“O Woody Allen é um cara bizarro, mas é Champion!”
Talvez a declaração dada por um bêbado, em plena exibição do filme fosse a descrição mais sóbria da noite. Quase todas as segundas feiras, tem filme de graça. Graças ao SESC. Engraçado e triste é que poucas pessoas aparecem. Privilégio de quem ficou para ver mais uma obra do Woody Allen, Trapaceiros.
Em certo momento não dá pra saber se o Woody imita o Bolaños, também conhecido pela alcunha de Chaves, Chespirito ou Chapolin Colorado, ou se o Bolaños que imita o Woody. O certo é que os biscoitos vendem mais porque são fresquinhos, mas se você pedir para o Chaves, é provável que não encontre essa iguaria no restaurante da D. Florinda.
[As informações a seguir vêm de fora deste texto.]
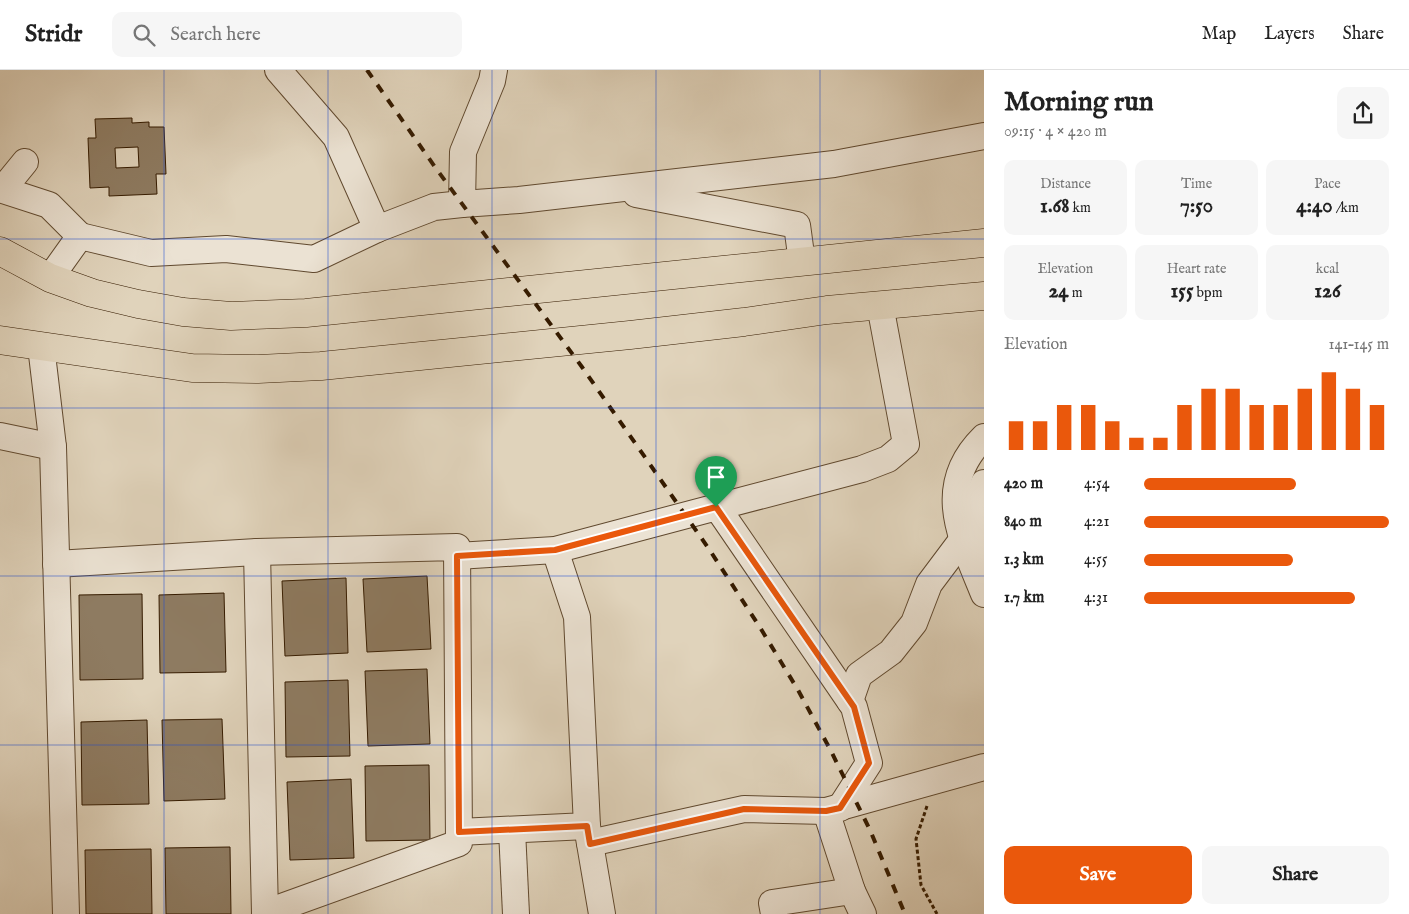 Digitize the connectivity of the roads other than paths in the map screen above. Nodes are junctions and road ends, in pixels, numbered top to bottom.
1 (278, 70) edge
2 (494, 70) edge
3 (984, 136) edge
4 (25, 162) dead end
5 (2, 189) edge
6 (611, 189) junction
7 (462, 204) junction
8 (377, 228) junction
9 (80, 236) junction
10 (984, 243) edge
11 (0, 251) edge
12 (802, 262) junction
13 (50, 278) junction
14 (984, 296) edge
15 (880, 305) junction
16 (0, 340) edge
17 (41, 346) junction
18 (0, 436) edge
19 (984, 437) edge
20 (53, 447) junction
21 (984, 483) edge
22 (716, 507) junction
23 (962, 540) junction
24 (555, 550) junction
25 (256, 552) junction
26 (457, 556) junction
27 (56, 564) junction
28 (984, 579) edge
29 (984, 594) edge
30 (850, 701) junction
31 (984, 767) edge
32 (833, 809) junction
33 (512, 830) junction
34 (459, 832) junction
35 (588, 835) junction
36 (852, 891) junction
37 (265, 913) edge
38 (66, 914) edge
39 (516, 914) edge
40 (602, 914) edge
41 (774, 914) edge
42 (863, 914) edge

1 - 8 street
2 - 7 street
3 - 6 street
4 - 5 street
5 - 9 street
6 - 7 street
6 - 12 street
7 - 8 street
8 - 9 street
9 - 13 street
10 - 12 main road
11 - 13 main road
12 - 13 main road
14 - 15 main road
15 - 17 main road
15 - 22 street
16 - 17 main road
17 - 20 street
18 - 20 street
19 - 23 street
20 - 27 street
21 - 28 street
22 - 24 street
22 - 30 street
23 - 29 street
23 - 30 street
24 - 26 street
24 - 35 street
25 - 26 street
25 - 27 street
25 - 37 street
26 - 34 street
27 - 38 street
30 - 32 street
31 - 32 street
32 - 35 street
32 - 36 street
33 - 34 street
33 - 35 street
33 - 39 street
34 - 37 street
35 - 40 street
36 - 41 street
36 - 42 street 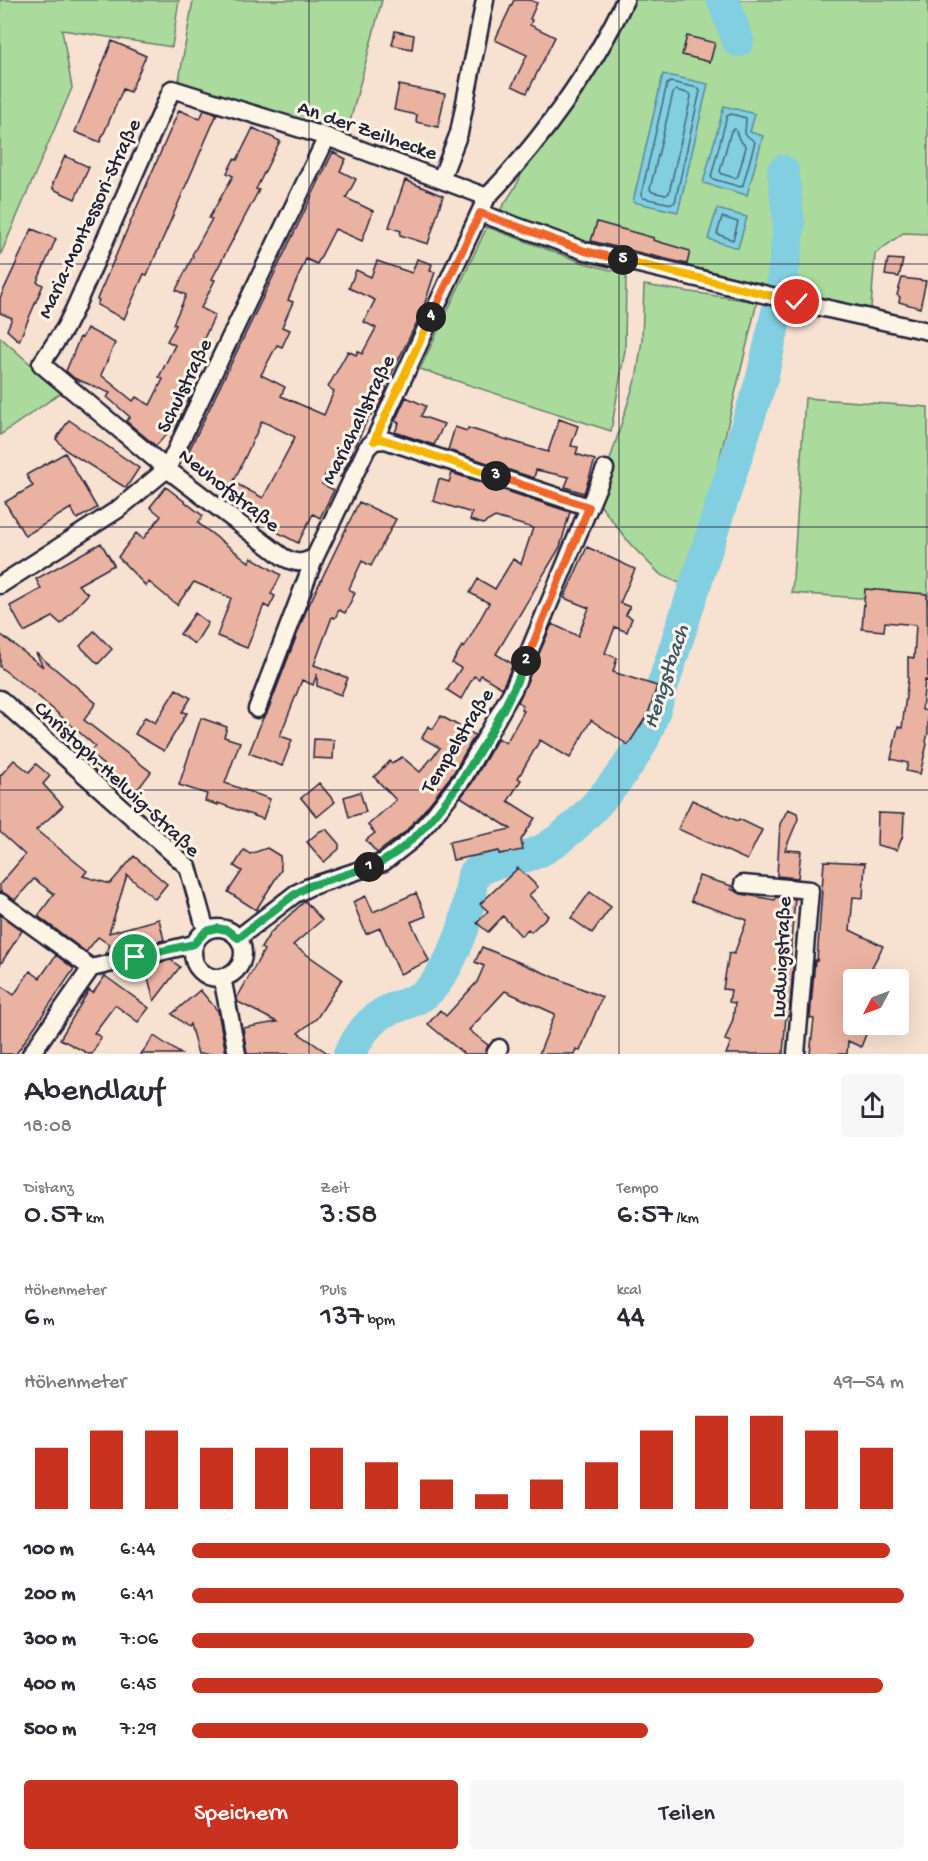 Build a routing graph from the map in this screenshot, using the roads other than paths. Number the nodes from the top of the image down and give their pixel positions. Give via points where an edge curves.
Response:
1 (485, 0) edge
2 (625, 0) edge
3 (172, 89) joint
4 (327, 137) junction
5 (441, 179) junction
6 (487, 197) junction
7 (480, 213) junction
8 (928, 331) edge
9 (41, 364) joint
10 (374, 441) junction
11 (167, 469) junction
12 (605, 469) dead end
13 (589, 507) junction
14 (315, 557) junction
15 (0, 585) edge
16 (0, 699) edge
17 (257, 709) dead end
18 (743, 884) dead end
19 (0, 902) edge
20 (206, 931) junction
21 (238, 938) junction
22 (194, 944) junction
23 (91, 968) junction
24 (222, 977) junction
25 (31, 1054) edge
26 (237, 1054) edge
27 (796, 1054) edge

1 - 5 street, An der Zeilhecke via 459,133
2 - 6 street via 584,72 513,171
3 - 4 street, An der Zeilhecke
3 - 9 street, Maria-Montessori-Straße via 74,310
4 - 5 street, An der Zeilhecke
4 - 11 street, Schulstraße
5 - 6 street
6 - 7 street, Mariahallstraße
7 - 8 street via 585,251
7 - 10 street, Mariahallstraße
9 - 11 street, Neuhofstraße
10 - 13 street via 385,440
10 - 14 street, Mariahallstraße via 367,448
11 - 14 street, Neuhofstraße via 283,557 301,564
11 - 15 street, Schulstraße via 117,510
12 - 13 street, Tempelstraße
13 - 21 street, Tempelstraße via 514,688 463,778 435,814 412,840 384,862 309,886
14 - 17 street, Mariahallstraße
16 - 20 street, Christoph-Helwig-Straße via 188,867
18 - 27 street, Ludwigstraße via 810,890
19 - 23 street
20 - 21 street via 227,930
20 - 22 street
21 - 24 street via 240,964
22 - 23 street
22 - 24 street via 198,968 212,977
23 - 25 street
24 - 26 street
Já no filme Trapaceiros, biscoitos tem de monte, eles são peça fundamental na trama.
Tudo começa quando o protagonista tem a inédita idéia de alugar uma casa perto de um banco e cava um túnel para fazer um grande assalto. Por sorte que a loja que ele abre para servir apenas de fachada para cavar o túnel vira um sucesso e roubar não é mais preciso.
O filme tem uma ótica interessante, por mostrar a felicidade e a falta de perspectiva dos personagens após ficarem ricos. Ele mostra as futilidades que servem para preencher a vida monótona de quem não sabe mais o que fazer. Regras de etiqueta e obras de arte servem como recheio.
Chega num determinado ponto que Ray (Woody) chega a sentir falta da comida gordurosa da rua, e busca a felicidade nesse pequeno prazer. Enquanto sua esposa vive prazeres e desprazeres da high society. Enche o apartamento de esculturas bregas, por conta de ter tanto dinheiro e pouca formação.
Se você assistir ao filme sem esperar por uma comédia de morrer de rir, sairá satisfeito. O filme Trapaceiros, é uma bela obra cinematográfica, com um pouco de humor pastelão, com reflexão, e é ótimo para passar um pouco do seu tempo. A arte que serve de recheio para adoçar a vida, um pouco de cultura que engrandece muito mais que as novelas vulgares do horário nobre.